Die Sieben Seen und das Rilakloster
Die Tage der Ruhe und Erholung an den Seen haben geholfen. Unsere Kräfte kehrten zurück und als wir auf dem Голям Полич / Großer Polich (2615 m) standen, konnten wir in der Ferne tatsächlich die Иван Вазов / Ivan Vazov Hütte (2300 m) ausmachen, die auf unserer Karte auch vorhanden war. Der Weg zur Hütte war weit und führte über endlose Almenwiesen hinab. An der Hütte, die wir am frühen Nachmittag erreicht hatten, trafen wir das erste Mal nach vier Tagen auf andere Wanderer (2 Holländer), die uns bestätigten, dass die Sieben Seen nicht mehr weit sind. Wir waren zurück in der Zivilisation. Nach einer ausgiebigen Mittagspause, folgten wir einen Weg (ja richtig, es gab richtige Wanderwege mit Beschilderung) hinauf auf den 2610 m hohen Раздела / Razdela Pass und konnten von dort 6 der 7 Seen überblicken, die sich wie glitzernde Edelsteine in Richtung Norden ausbreiteten.
Die Seen liegen auf einer Höhe zwischen 2100 und 2500 Meter und sind alle sehr unterschiedlich in Form und Größe. Im Sommer werden die Seen bis zu 10 °C warm und im Winter kann eine zwei Meter dicke Eisschicht die Seen bedecken. An den Sieben Seen waren wir nicht mehr allein und es gab andere Besucher. Wir fanden ein Stück abseits einen schönen Platz für unsere Zelte und erlebten am nächsten Morgen einen sehr schönen Sonnenaufgang.
Unser weiterer Weg führte uns am Freitag über einen ewig langen Abstieg über den Дамга/Вазов (2677 m) und Баучер / Boucher (2152 m) mehr als 1100 hart erkämpfte Höhenmeter direkt hinab ins Tal zum Rilakloster (1147 m).

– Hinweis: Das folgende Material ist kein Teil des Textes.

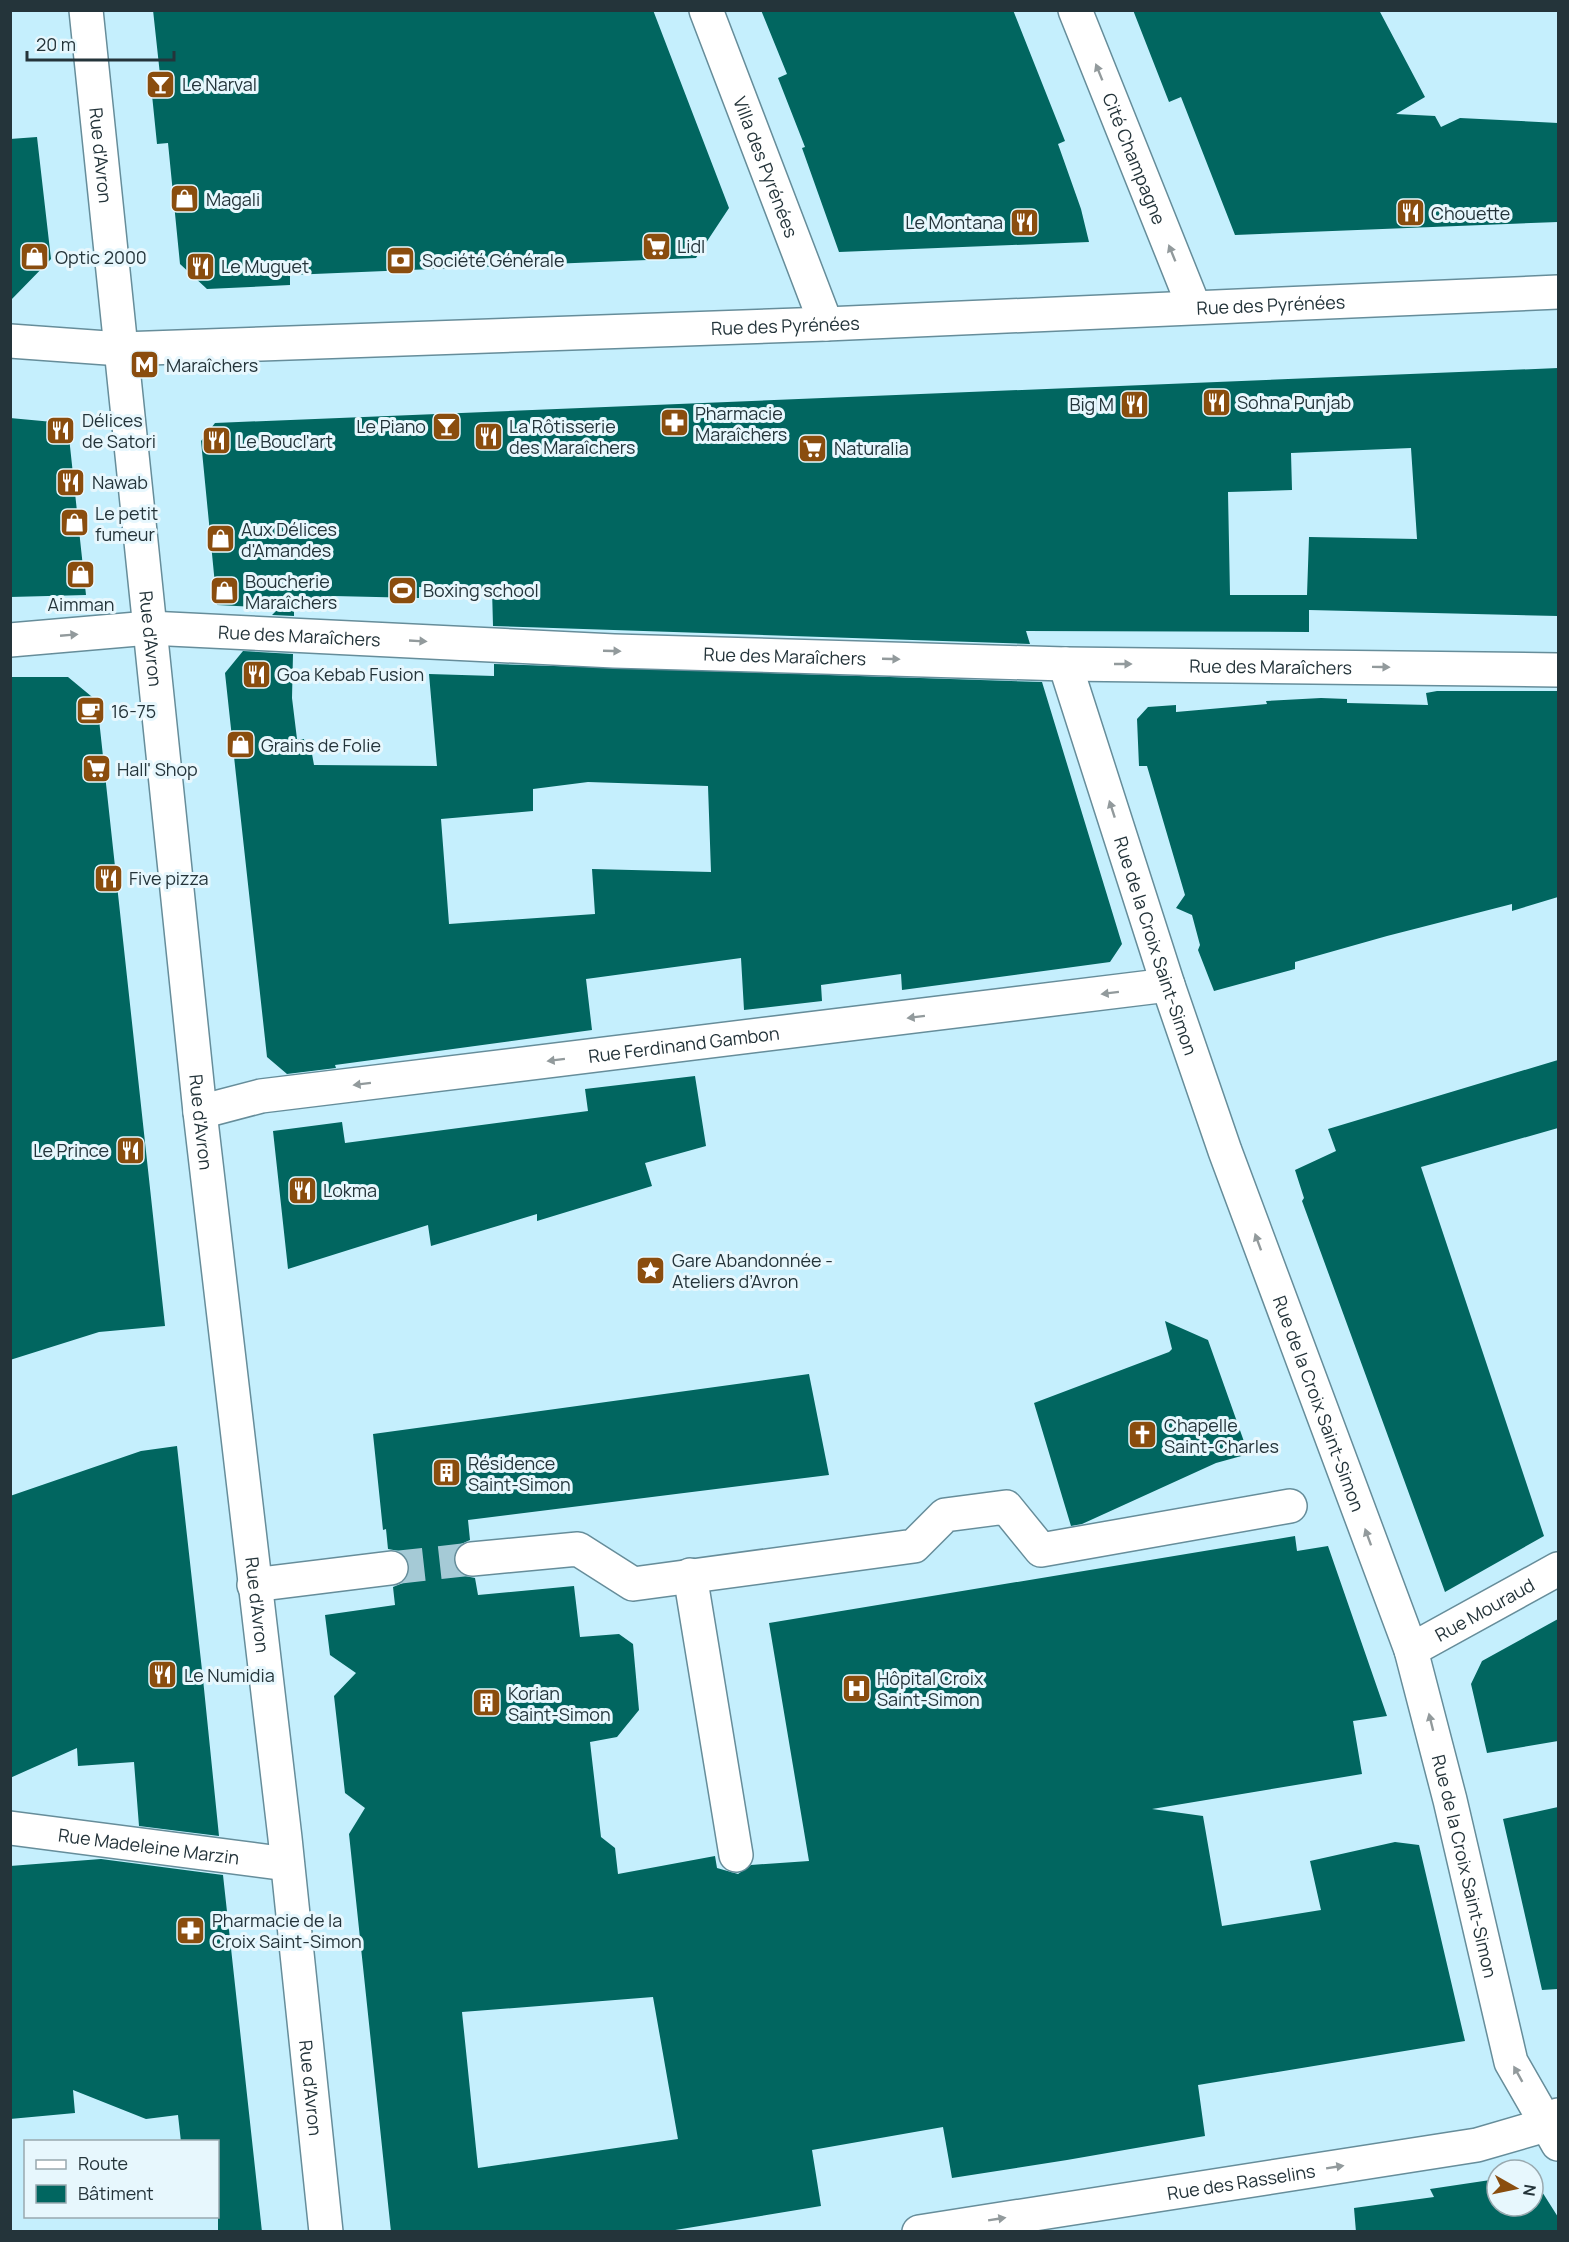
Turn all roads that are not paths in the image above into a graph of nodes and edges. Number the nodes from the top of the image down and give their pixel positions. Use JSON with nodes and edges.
{"nodes":[{"id":1,"x":86,"y":10,"type":"edge"},
{"id":2,"x":706,"y":10,"type":"edge"},
{"id":3,"x":1075,"y":10,"type":"edge"},
{"id":4,"x":1558,"y":292,"type":"edge"},
{"id":5,"x":1194,"y":307,"type":"junction"},
{"id":6,"x":826,"y":324,"type":"junction"},
{"id":7,"x":10,"y":341,"type":"edge"},
{"id":8,"x":121,"y":349,"type":"junction"},
{"id":9,"x":149,"y":628,"type":"junction"},
{"id":10,"x":10,"y":640,"type":"edge"},
{"id":11,"x":1065,"y":664,"type":"junction"},
{"id":12,"x":1558,"y":669,"type":"edge"},
{"id":13,"x":1168,"y":985,"type":"junction"},
{"id":14,"x":200,"y":1112,"type":"junction"},
{"id":15,"x":1290,"y":1506,"type":"dead end"},
{"id":16,"x":472,"y":1559,"type":"tunnel mouth"},
{"id":17,"x":391,"y":1568,"type":"tunnel mouth"},
{"id":18,"x":1558,"y":1569,"type":"edge"},
{"id":19,"x":690,"y":1575,"type":"junction"},
{"id":20,"x":254,"y":1585,"type":"junction"},
{"id":21,"x":1411,"y":1650,"type":"junction"},
{"id":22,"x":10,"y":1828,"type":"edge"},
{"id":23,"x":736,"y":1855,"type":"dead end"},
{"id":24,"x":287,"y":1864,"type":"junction"},
{"id":25,"x":1554,"y":2128,"type":"edge"},
{"id":26,"x":326,"y":2232,"type":"edge"},
{"id":27,"x":919,"y":2232,"type":"edge"}],
"edges":[{"from":1,"to":8,"type":"street","name":"Rue d'Avron"},
{"from":2,"to":6,"type":"street","name":"Villa des Pyrénées"},
{"from":5,"to":3,"type":"street","name":"Cité Champagne","one_way":true},
{"from":4,"to":5,"type":"street","name":"Rue des Pyrénées"},
{"from":5,"to":6,"type":"street","name":"Rue des Pyrénées"},
{"from":6,"to":8,"type":"street","name":"Rue des Pyrénées"},
{"from":7,"to":8,"type":"street","name":"Rue des Pyrénées"},
{"from":8,"to":9,"type":"street","name":"Rue d'Avron"},
{"from":10,"to":9,"type":"street","name":"Rue des Maraîchers","one_way":true},
{"from":9,"to":11,"type":"street","name":"Rue des Maraîchers","one_way":true},
{"from":9,"to":14,"type":"street","name":"Rue d'Avron"},
{"from":11,"to":12,"type":"street","name":"Rue des Maraîchers","one_way":true},
{"from":13,"to":11,"type":"street","name":"Rue de la Croix Saint-Simon","one_way":true},
{"from":13,"to":14,"type":"street","name":"Rue Ferdinand Gambon","one_way":true},
{"from":21,"to":13,"type":"street","name":"Rue de la Croix Saint-Simon","one_way":true},
{"from":14,"to":20,"type":"street","name":"Rue d'Avron"},
{"from":15,"to":19,"type":"street"},
{"from":16,"to":19,"type":"street"},
{"from":17,"to":20,"type":"street"},
{"from":18,"to":21,"type":"street","name":"Rue Mouraud"},
{"from":19,"to":23,"type":"street"},
{"from":20,"to":24,"type":"street","name":"Rue d'Avron"},
{"from":25,"to":21,"type":"street","name":"Rue de la Croix Saint-Simon","one_way":true},
{"from":22,"to":24,"type":"street","name":"Rue Madeleine Marzin"},
{"from":24,"to":26,"type":"street","name":"Rue d'Avron"},
{"from":27,"to":25,"type":"street","name":"Rue des Rasselins","one_way":true}]}
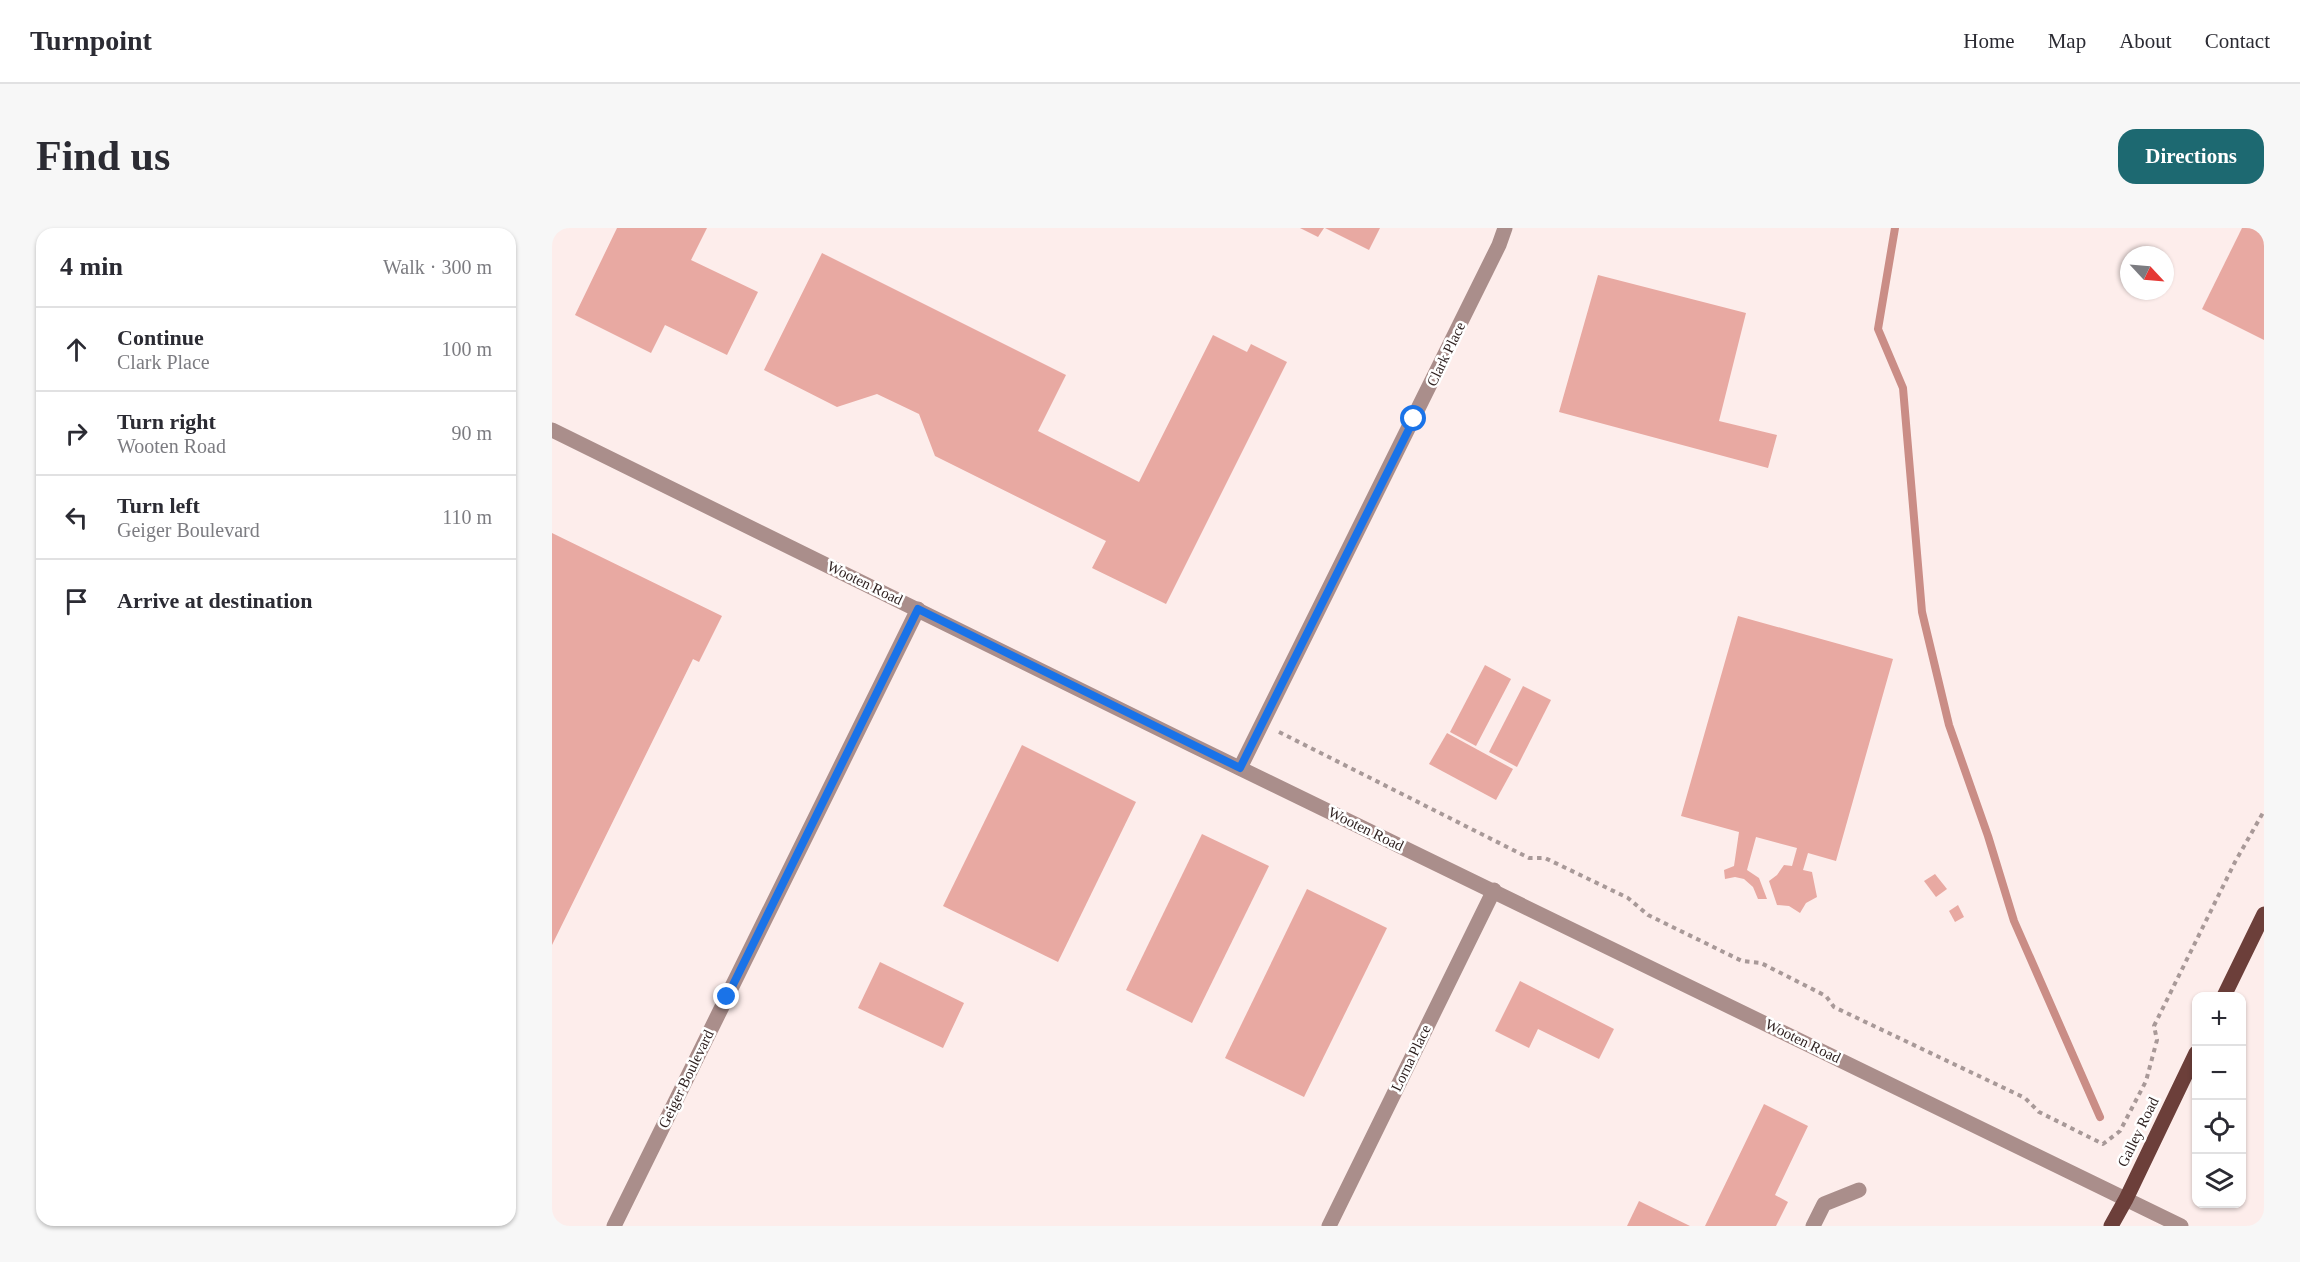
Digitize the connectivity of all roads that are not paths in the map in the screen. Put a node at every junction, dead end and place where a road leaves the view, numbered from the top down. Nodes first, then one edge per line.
1 (1505, 228) edge
2 (552, 430) edge
3 (918, 609) junction
4 (1240, 768) junction
5 (1494, 890) junction
6 (2264, 914) edge
7 (2226, 992) edge
8 (2192, 1061) edge
9 (1859, 1190) dead end
10 (2126, 1199) junction
11 (614, 1226) edge
12 (1329, 1226) edge
13 (1813, 1226) edge
14 (2111, 1226) edge
15 (2181, 1226) edge

1 - 4 street, Clark Place
2 - 3 street, Wooten Road
3 - 4 street, Wooten Road
3 - 11 street, Geiger Boulevard
4 - 5 street, Wooten Road
5 - 10 street, Wooten Road
5 - 12 street, Lorna Place
6 - 7 main road
8 - 10 main road, Galley Road
9 - 13 street
10 - 14 main road, Galley Road
10 - 15 street, Wooten Road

Unsere Reise nahm abermals eine andere Wendung. Die Schönheit des Klosters konnte nicht durch das tragische Ereignis getrübt werden, dass einer unserer Mitreisenden vorzeitig zurück musste, weil er seinen Reisepass, wahrscheinlich im Bus kurz vor Sofia, verloren/vergessen hatte. Mit unzähligen Telefonanrufen kontaktierten wir das Busunternehmen und die deutsche Botschaft in Sofia mit dem Ergebnis, dass man ohne Pass bei einer Kontrolle als illegaler Einwanderer gilt. Hagen musste so schnell wie möglich zur deutschen Botschaft kommen, wo ihm am Montagvormittag ein vorläufiger Reisepass ausgestellt wird.
Mit dem Kloster sind wir wieder komplett in der Zivilisation zurück. Es gab einige Tagestouristen und noch wichtiger für uns, es gab im Kloster einen kleinen Buchladen, der eine sehr detaillierte Wanderkarte im Maßstab 1:55000 vom Rilagebirge verkaufte. Wir kauften uns sofort eine Karte und vollzogen unseren Querfeldeinmarsch der letzten Woche nach. So wie der Weg im Malyovitsa Rila gestrichelt war, tauchte auch wirklich der Weg immer mal wieder auf und verschwand wieder. Aufgrund der schlechten Karte und dem tatsächlichem Gelände vor Ort haben wir rückblickend viele Fehlentscheidungen getroffen und haben an mehreren Stellen eine unnötig schwere Route gewählt, auch wenn diese zum Zeitpunkt der Entscheidung erst einmal einfacher und richtig schien.
Körperlich ging es uns wieder gut. Durchfall und Erbrechen waren bei allen vorbei und wir konnten unsere Klopapierbestände, die nach der letzten Woche komplett aufgebraucht waren, wieder auffüllen.
Unweit des Klosters gab es einen Zeltplatz, wo wir eine tolle Nacht mit deftigem bulgarischem Essen und Wein verbrachten. Am nächsten Morgen besichtigten wir das Rilakloster. Das orthodoxe Kloster wurde im 10. Jahrhundert gegründet und war der einzige Ort, der während der osmanisch-türkischen Besatzung nicht erobert wurde und Widerstand leistete. Das Kloster brannte 1832/33 bis auf den Chreljo-Verteidigungsturm komplett ab und wurde in der heutigen Form wieder aufgebaut. Im weiteren 19. Jahrhundert wurde das Kloster umfangreich malerisch ausgestaltet. Es gibt viel handwerkliches Geschick zu bewundern - angefangen von Holzarbeiten, Malerei, Ikonen und Fresken.